## ABOUT THIS TASK
Make an exact copy of the records, dropping all pictures.

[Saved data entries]
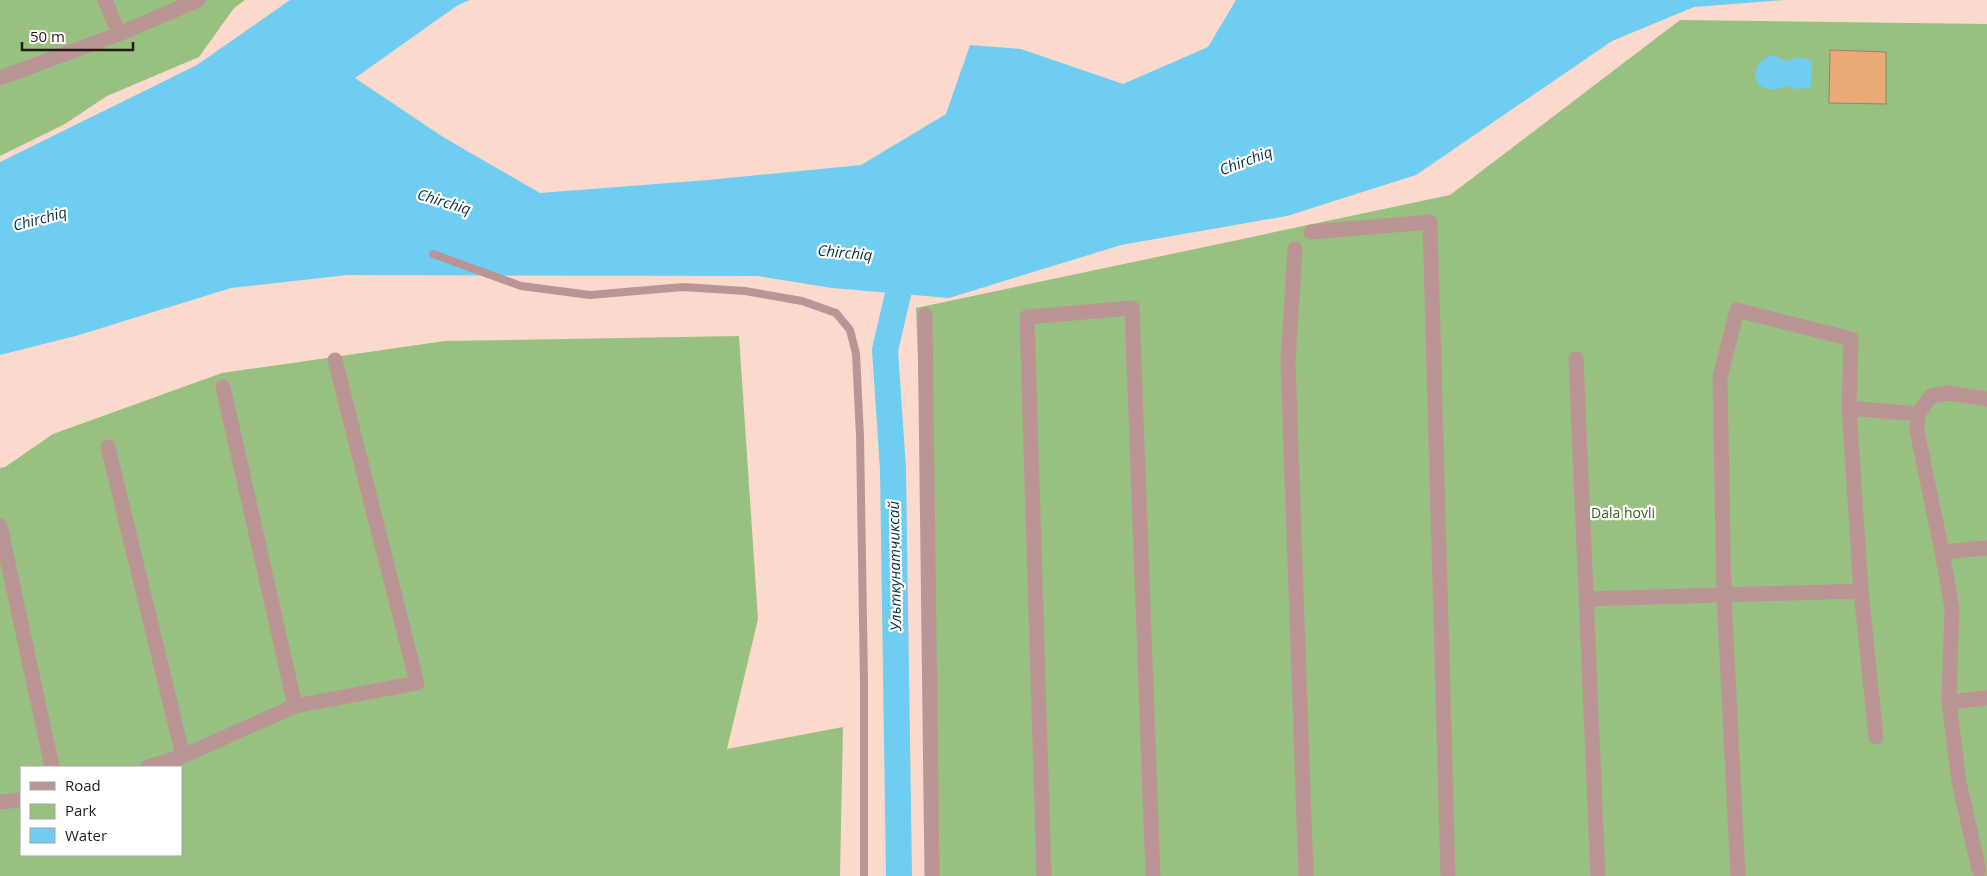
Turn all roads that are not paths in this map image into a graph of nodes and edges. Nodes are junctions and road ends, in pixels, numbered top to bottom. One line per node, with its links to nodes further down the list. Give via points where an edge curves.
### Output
1 (105, 0): 3 (street)
2 (198, 0): 3 (street)
3 (119, 34): 4 (street)
4 (0, 78)
5 (1311, 232): 37 (street, via 1430,222)
6 (1295, 249): 36 (street, via 1288,362)
7 (433, 254): 32 (lane, via 521,286 590,295 683,287 745,290 802,301 836,313 850,330 856,354 860,436)
8 (925, 315): 33 (street)
9 (1576, 359): 21 (street)
10 (335, 360): 24 (street, via 416,683)
11 (223, 387): 24 (street)
12 (1987, 399): 14 (street, via 1948,393 1931,396)
13 (1849, 408): 14 (street); 19 (street); 20 (street, via 1852,340 1737,310 1720,377)
14 (1918, 414): 18 (street, via 1917,431)
15 (108, 447): 26 (street)
16 (0, 526): 27 (street)
17 (1987, 548): 18 (street)
18 (1942, 552): 23 (street, via 1952,608)
19 (1861, 591): 20 (street); 25 (street)
20 (1724, 596): 21 (street); 39 (street)
21 (1586, 600): 38 (street)
22 (1987, 698): 23 (street)
23 (1949, 702): 31 (street, via 1959,782)
24 (295, 706): 26 (street)
25 (1876, 737)
26 (183, 756): 28 (street)
27 (52, 766)
28 (151, 766)
29 (20, 800): 30 (street)
30 (0, 802)
31 (1979, 872)
32 (864, 876)
33 (932, 876)
34 (1044, 876): 35 (street, via 1026,317 1132,308)
35 (1153, 876)
36 (1306, 876)
37 (1448, 876)
38 (1598, 876)
39 (1738, 876)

## SOLVED PROBLEM
Turn all roads that are not paths in this map image into a graph of nodes and edges. Nodes are junctions and road ends, in pixels, numbered top to bottom. One line per node, with its links to nodes further down the list. Give via points where an edge curves.
### Output
1 (105, 0): 3 (street)
2 (198, 0): 3 (street)
3 (119, 34): 4 (street)
4 (0, 78)
5 (1311, 232): 37 (street, via 1430,222)
6 (1295, 249): 36 (street, via 1288,362)
7 (433, 254): 32 (lane, via 521,286 590,295 683,287 745,290 802,301 836,313 850,330 856,354 860,436)
8 (925, 315): 33 (street)
9 (1576, 359): 21 (street)
10 (335, 360): 24 (street, via 416,683)
11 (223, 387): 24 (street)
12 (1987, 399): 14 (street, via 1948,393 1931,396)
13 (1849, 408): 14 (street); 19 (street); 20 (street, via 1852,340 1737,310 1720,377)
14 (1918, 414): 18 (street, via 1917,431)
15 (108, 447): 26 (street)
16 (0, 526): 27 (street)
17 (1987, 548): 18 (street)
18 (1942, 552): 23 (street, via 1952,608)
19 (1861, 591): 20 (street); 25 (street)
20 (1724, 596): 21 (street); 39 (street)
21 (1586, 600): 38 (street)
22 (1987, 698): 23 (street)
23 (1949, 702): 31 (street, via 1959,782)
24 (295, 706): 26 (street)
25 (1876, 737)
26 (183, 756): 28 (street)
27 (52, 766)
28 (151, 766)
29 (20, 800): 30 (street)
30 (0, 802)
31 (1979, 872)
32 (864, 876)
33 (932, 876)
34 (1044, 876): 35 (street, via 1026,317 1132,308)
35 (1153, 876)
36 (1306, 876)
37 (1448, 876)
38 (1598, 876)
39 (1738, 876)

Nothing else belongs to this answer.